» EXERCISE PROMPT
After removing every image, reproduce the data exactly as it appears.
#### DATA FOR THIS TASK
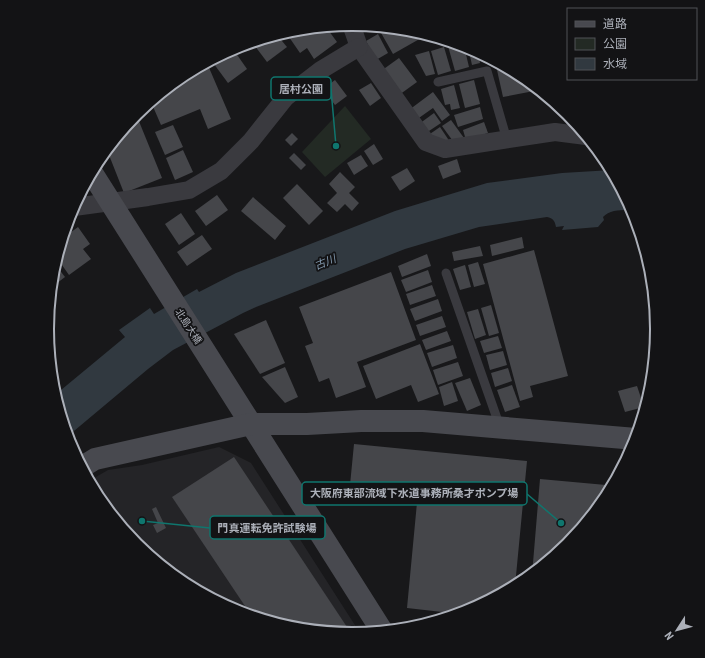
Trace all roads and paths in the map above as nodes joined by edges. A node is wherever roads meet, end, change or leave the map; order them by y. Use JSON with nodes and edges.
{"nodes":[{"id":1,"x":354,"y":31,"type":"edge"},
{"id":2,"x":359,"y":46,"type":"junction"},
{"id":3,"x":438,"y":82,"type":"dead end"},
{"id":4,"x":579,"y":135,"type":"edge"},
{"id":5,"x":507,"y":140,"type":"junction"},
{"id":6,"x":95,"y":178,"type":"edge"},
{"id":7,"x":110,"y":202,"type":"junction"},
{"id":8,"x":81,"y":206,"type":"edge"},
{"id":9,"x":446,"y":273,"type":"dead end"},
{"id":10,"x":251,"y":424,"type":"junction"},
{"id":11,"x":500,"y":428,"type":"junction"},
{"id":12,"x":629,"y":439,"type":"edge"},
{"id":13,"x":87,"y":464,"type":"edge"},
{"id":14,"x":378,"y":625,"type":"edge"}],
"edges":[{"from":1,"to":2,"type":"street"},
{"from":2,"to":5,"type":"street"},
{"from":2,"to":7,"type":"street"},
{"from":3,"to":5,"type":"lane"},
{"from":4,"to":5,"type":"street"},
{"from":6,"to":7,"type":"street","name":"北島大橋"},
{"from":7,"to":8,"type":"street"},
{"from":7,"to":10,"type":"street","name":"北島大橋"},
{"from":9,"to":11,"type":"lane"},
{"from":10,"to":11,"type":"street"},
{"from":10,"to":13,"type":"street"},
{"from":10,"to":14,"type":"street","name":"北島大橋"},
{"from":11,"to":12,"type":"street"}]}
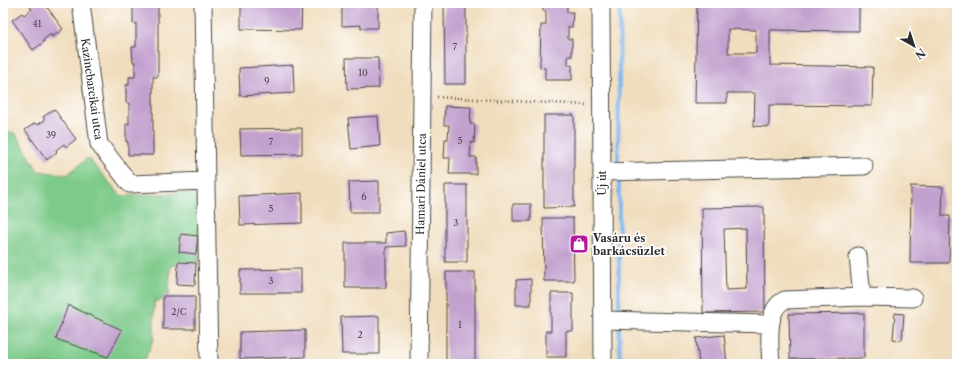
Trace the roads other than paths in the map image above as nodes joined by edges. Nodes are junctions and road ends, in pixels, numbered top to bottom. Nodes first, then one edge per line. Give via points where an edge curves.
1 (81, 3) edge
2 (203, 3) edge
3 (422, 3) edge
4 (601, 3) edge
5 (864, 166) dead end
6 (602, 172) junction
7 (206, 181) junction
8 (858, 256) dead end
9 (862, 297) junction
10 (913, 298) dead end
11 (608, 320) junction
12 (770, 324) junction
13 (209, 364) edge
14 (419, 364) edge
15 (603, 364) edge
16 (771, 364) edge

1 - 7 street, Kazincbarcikai utca via 99,144 130,184
2 - 7 street
3 - 14 street, Hamari Dániel utca
4 - 6 street, Új út
5 - 6 street
6 - 11 street, Új út
7 - 13 street
8 - 9 street
9 - 10 street
9 - 12 street via 785,300 779,302
11 - 12 street
11 - 15 street, Új út
12 - 16 street

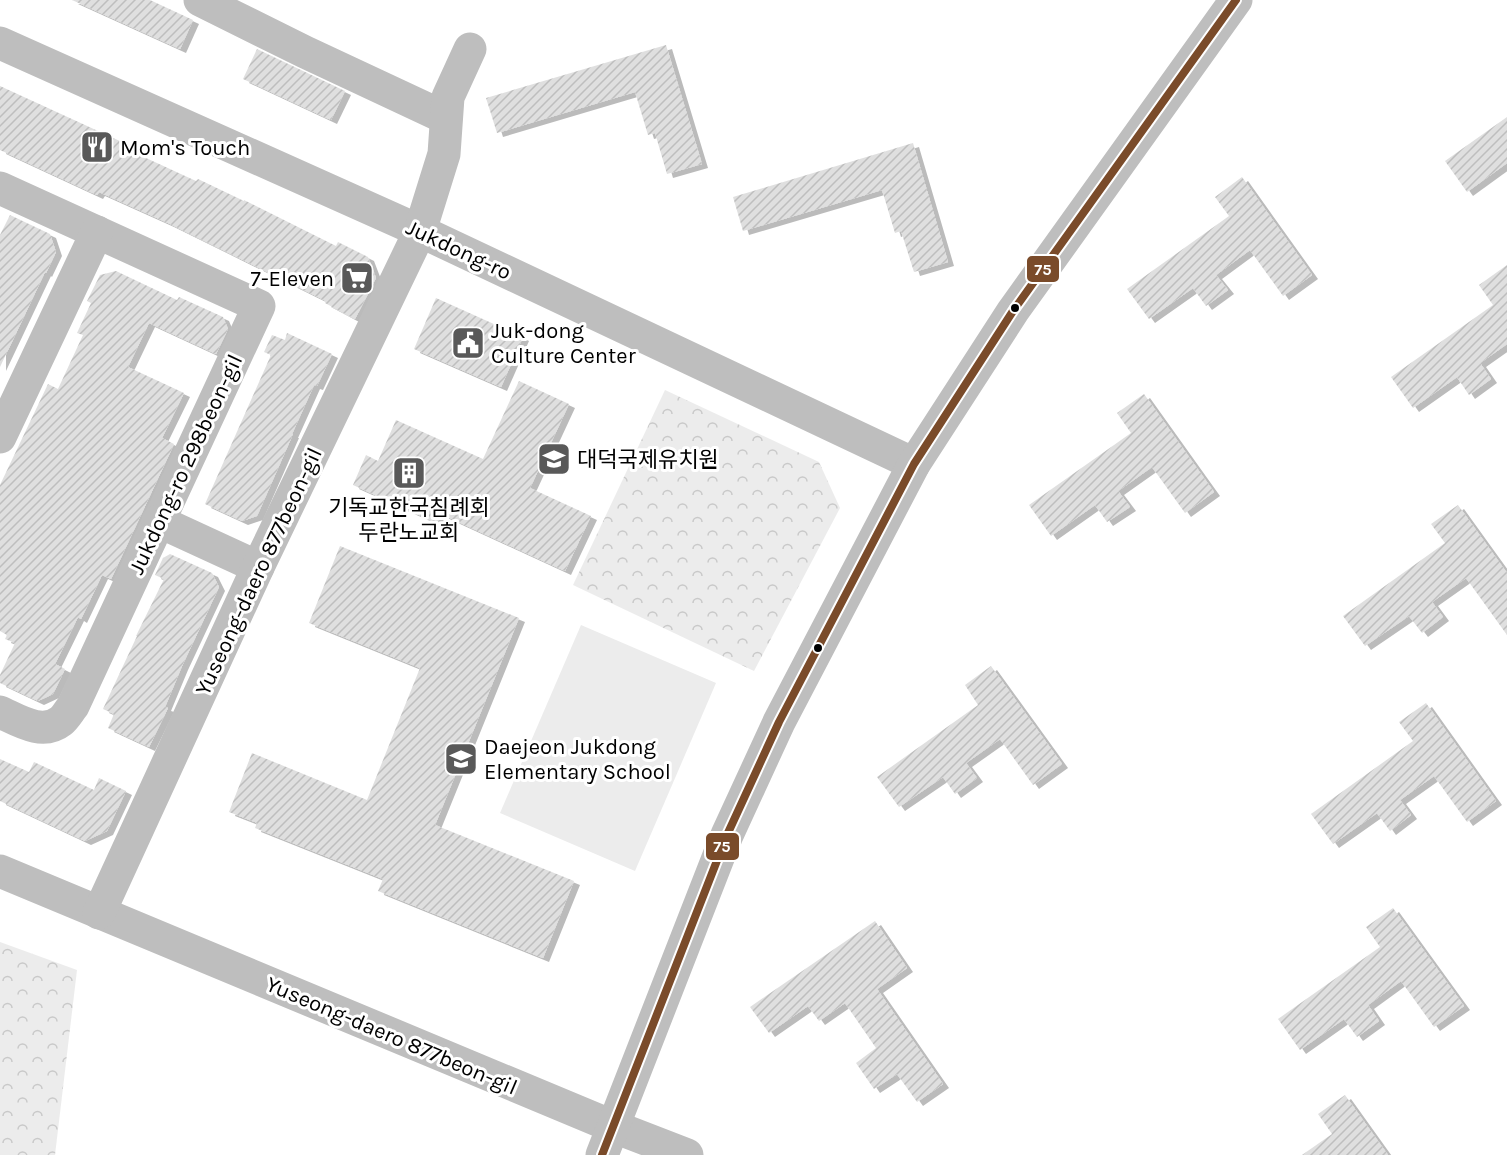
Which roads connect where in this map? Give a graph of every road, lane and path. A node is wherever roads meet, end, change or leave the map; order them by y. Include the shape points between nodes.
1 (200, 0) edge
2 (1236, 0) edge
3 (0, 43) edge
4 (470, 49) dead end
5 (446, 118) junction
6 (0, 188) edge
7 (420, 231) junction
8 (97, 232) junction
9 (0, 437) edge
10 (914, 464) junction
11 (158, 521) junction
12 (258, 567) junction
13 (0, 712) edge
14 (0, 871) edge
15 (99, 913) junction
16 (607, 1141) edge
17 (687, 1155) edge

1 - 5 street
2 - 10 street via 1013,311
3 - 7 street, Jukdong-ro
4 - 5 street, Yuseong-daero 877beon-gil via 448,97
5 - 7 street, Yuseong-daero 877beon-gil via 444,154
6 - 8 street, Jukdong-ro 298beon-gil
7 - 10 street, Jukdong-ro
7 - 12 street, Yuseong-daero 877beon-gil
8 - 9 street
8 - 11 street, Jukdong-ro 298beon-gil via 259,306
10 - 16 street via 779,722 736,815
11 - 12 street
11 - 13 street, Jukdong-ro 298beon-gil via 73,706 60,723 35,727
12 - 15 street, Yuseong-daero 877beon-gil
14 - 15 street, Yuseong-daero 877beon-gil
15 - 16 street, Yuseong-daero 877beon-gil
16 - 17 street, Yuseong-daero 877beon-gil

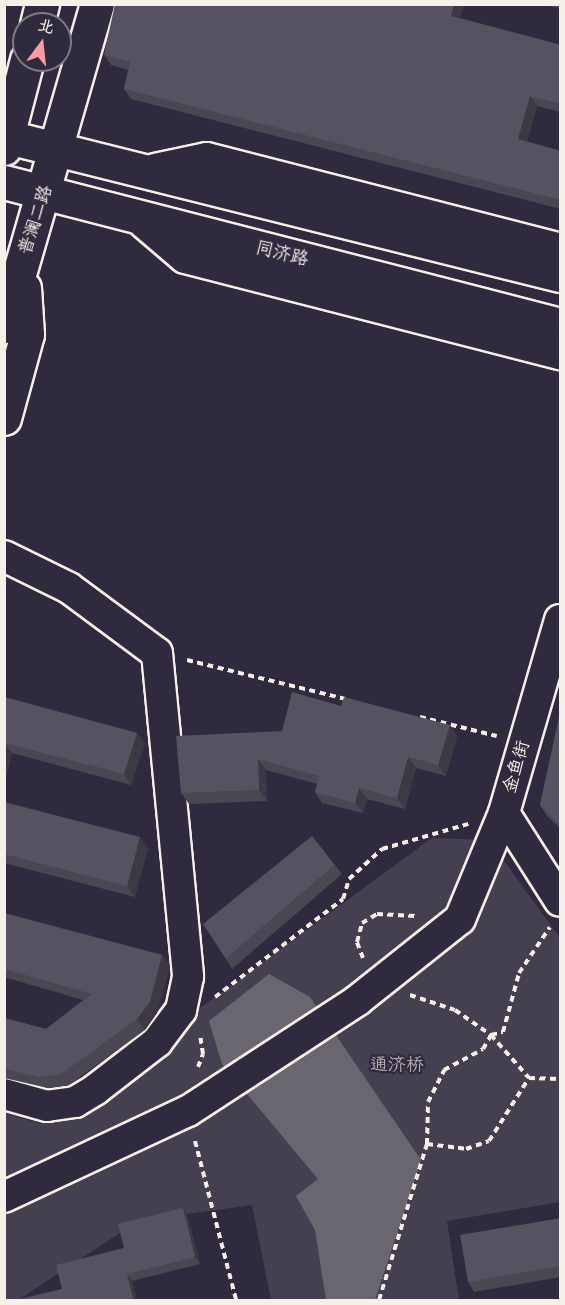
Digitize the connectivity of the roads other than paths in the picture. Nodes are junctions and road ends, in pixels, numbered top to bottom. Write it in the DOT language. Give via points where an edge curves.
graph roads {
  1 [pos="97,4"];
  2 [pos="24,72"];
  3 [pos="6,140"];
  4 [pos="59,149"];
  5 [pos="149,172"];
  6 [pos="4,182"];
  7 [pos="45,192"];
  8 [pos="139,217"];
  9 [pos="561,250"];
  10 [pos="22,263"];
  11 [pos="561,274"];
  12 [pos="561,325"];
  13 [pos="4,326"];
  14 [pos="561,352"];
  15 [pos="4,418"];
  16 [pos="4,556"];
  17 [pos="561,620"];
  18 [pos="504,813"];
  19 [pos="558,911"];
  20 [pos="4,1094"];
  21 [pos="4,1197"];
  1 -- 4 [label="main road, 普澜二路"];
  2 -- 3 [label="main road"];
  3 -- 4 [label="main road"];
  4 -- 5 [label="main road"];
  4 -- 7 [label="main road, 普澜二路"];
  5 -- 9 [label="main road" via="206,159"];
  5 -- 11 [label="main road"];
  6 -- 7 [label="main road, 同济路"];
  7 -- 8 [label="main road, 同济路"];
  7 -- 10 [label="main road, 普澜二路"];
  8 -- 12 [label="main road, 同济路"];
  8 -- 14 [label="main road" via="185,255"];
  10 -- 13 [label="main road, 普澜二路"];
  10 -- 15 [label="main road" via="27,334"];
  16 -- 20 [label="street" via="69,588 157,653 188,977 181,1010 157,1042 75,1102 47,1106"];
  17 -- 18 [label="street, 金鱼街"];
  18 -- 19 [label="street, 金鱼街"];
  18 -- 21 [label="street" via="460,919 365,995 183,1114"];
}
########
» REPLY
Trace all roads and paths in the map above as nodes joined by edges. A node is wherever roads meet, end, change or leave the map; order them by y. Use JSON with nodes and edges.
{"nodes":[{"id":1,"x":354,"y":31,"type":"edge"},
{"id":2,"x":359,"y":46,"type":"junction"},
{"id":3,"x":438,"y":82,"type":"dead end"},
{"id":4,"x":579,"y":135,"type":"edge"},
{"id":5,"x":507,"y":140,"type":"junction"},
{"id":6,"x":95,"y":178,"type":"edge"},
{"id":7,"x":110,"y":202,"type":"junction"},
{"id":8,"x":81,"y":206,"type":"edge"},
{"id":9,"x":446,"y":273,"type":"dead end"},
{"id":10,"x":251,"y":424,"type":"junction"},
{"id":11,"x":500,"y":428,"type":"junction"},
{"id":12,"x":629,"y":439,"type":"edge"},
{"id":13,"x":87,"y":464,"type":"edge"},
{"id":14,"x":378,"y":625,"type":"edge"}],
"edges":[{"from":1,"to":2,"type":"street"},
{"from":2,"to":5,"type":"street"},
{"from":2,"to":7,"type":"street"},
{"from":3,"to":5,"type":"lane"},
{"from":4,"to":5,"type":"street"},
{"from":6,"to":7,"type":"street","name":"北島大橋"},
{"from":7,"to":8,"type":"street"},
{"from":7,"to":10,"type":"street","name":"北島大橋"},
{"from":9,"to":11,"type":"lane"},
{"from":10,"to":11,"type":"street"},
{"from":10,"to":13,"type":"street"},
{"from":10,"to":14,"type":"street","name":"北島大橋"},
{"from":11,"to":12,"type":"street"}]}
Trace the roads other than paths in the map image above as nodes joined by edges. Nodes are junctions and road ends, in pixels, numbered top to bottom. Nodes first, then one edge per line. Give via points where an edge curves.
1 (81, 3) edge
2 (203, 3) edge
3 (422, 3) edge
4 (601, 3) edge
5 (864, 166) dead end
6 (602, 172) junction
7 (206, 181) junction
8 (858, 256) dead end
9 (862, 297) junction
10 (913, 298) dead end
11 (608, 320) junction
12 (770, 324) junction
13 (209, 364) edge
14 (419, 364) edge
15 (603, 364) edge
16 (771, 364) edge

1 - 7 street, Kazincbarcikai utca via 99,144 130,184
2 - 7 street
3 - 14 street, Hamari Dániel utca
4 - 6 street, Új út
5 - 6 street
6 - 11 street, Új út
7 - 13 street
8 - 9 street
9 - 10 street
9 - 12 street via 785,300 779,302
11 - 12 street
11 - 15 street, Új út
12 - 16 street

Which roads connect where in this map? Give a graph of every road, lane and path. A node is wherever roads meet, end, change or leave the map; order them by y. Include the shape points between nodes.
1 (200, 0) edge
2 (1236, 0) edge
3 (0, 43) edge
4 (470, 49) dead end
5 (446, 118) junction
6 (0, 188) edge
7 (420, 231) junction
8 (97, 232) junction
9 (0, 437) edge
10 (914, 464) junction
11 (158, 521) junction
12 (258, 567) junction
13 (0, 712) edge
14 (0, 871) edge
15 (99, 913) junction
16 (607, 1141) edge
17 (687, 1155) edge

1 - 5 street
2 - 10 street via 1013,311
3 - 7 street, Jukdong-ro
4 - 5 street, Yuseong-daero 877beon-gil via 448,97
5 - 7 street, Yuseong-daero 877beon-gil via 444,154
6 - 8 street, Jukdong-ro 298beon-gil
7 - 10 street, Jukdong-ro
7 - 12 street, Yuseong-daero 877beon-gil
8 - 9 street
8 - 11 street, Jukdong-ro 298beon-gil via 259,306
10 - 16 street via 779,722 736,815
11 - 12 street
11 - 13 street, Jukdong-ro 298beon-gil via 73,706 60,723 35,727
12 - 15 street, Yuseong-daero 877beon-gil
14 - 15 street, Yuseong-daero 877beon-gil
15 - 16 street, Yuseong-daero 877beon-gil
16 - 17 street, Yuseong-daero 877beon-gil

Digitize the connectivity of the roads other than paths in the picture. Nodes are junctions and road ends, in pixels, numbered top to bottom. Write it in the DOT language. Give via points where an edge curves.
graph roads {
  1 [pos="97,4"];
  2 [pos="24,72"];
  3 [pos="6,140"];
  4 [pos="59,149"];
  5 [pos="149,172"];
  6 [pos="4,182"];
  7 [pos="45,192"];
  8 [pos="139,217"];
  9 [pos="561,250"];
  10 [pos="22,263"];
  11 [pos="561,274"];
  12 [pos="561,325"];
  13 [pos="4,326"];
  14 [pos="561,352"];
  15 [pos="4,418"];
  16 [pos="4,556"];
  17 [pos="561,620"];
  18 [pos="504,813"];
  19 [pos="558,911"];
  20 [pos="4,1094"];
  21 [pos="4,1197"];
  1 -- 4 [label="main road, 普澜二路"];
  2 -- 3 [label="main road"];
  3 -- 4 [label="main road"];
  4 -- 5 [label="main road"];
  4 -- 7 [label="main road, 普澜二路"];
  5 -- 9 [label="main road" via="206,159"];
  5 -- 11 [label="main road"];
  6 -- 7 [label="main road, 同济路"];
  7 -- 8 [label="main road, 同济路"];
  7 -- 10 [label="main road, 普澜二路"];
  8 -- 12 [label="main road, 同济路"];
  8 -- 14 [label="main road" via="185,255"];
  10 -- 13 [label="main road, 普澜二路"];
  10 -- 15 [label="main road" via="27,334"];
  16 -- 20 [label="street" via="69,588 157,653 188,977 181,1010 157,1042 75,1102 47,1106"];
  17 -- 18 [label="street, 金鱼街"];
  18 -- 19 [label="street, 金鱼街"];
  18 -- 21 [label="street" via="460,919 365,995 183,1114"];
}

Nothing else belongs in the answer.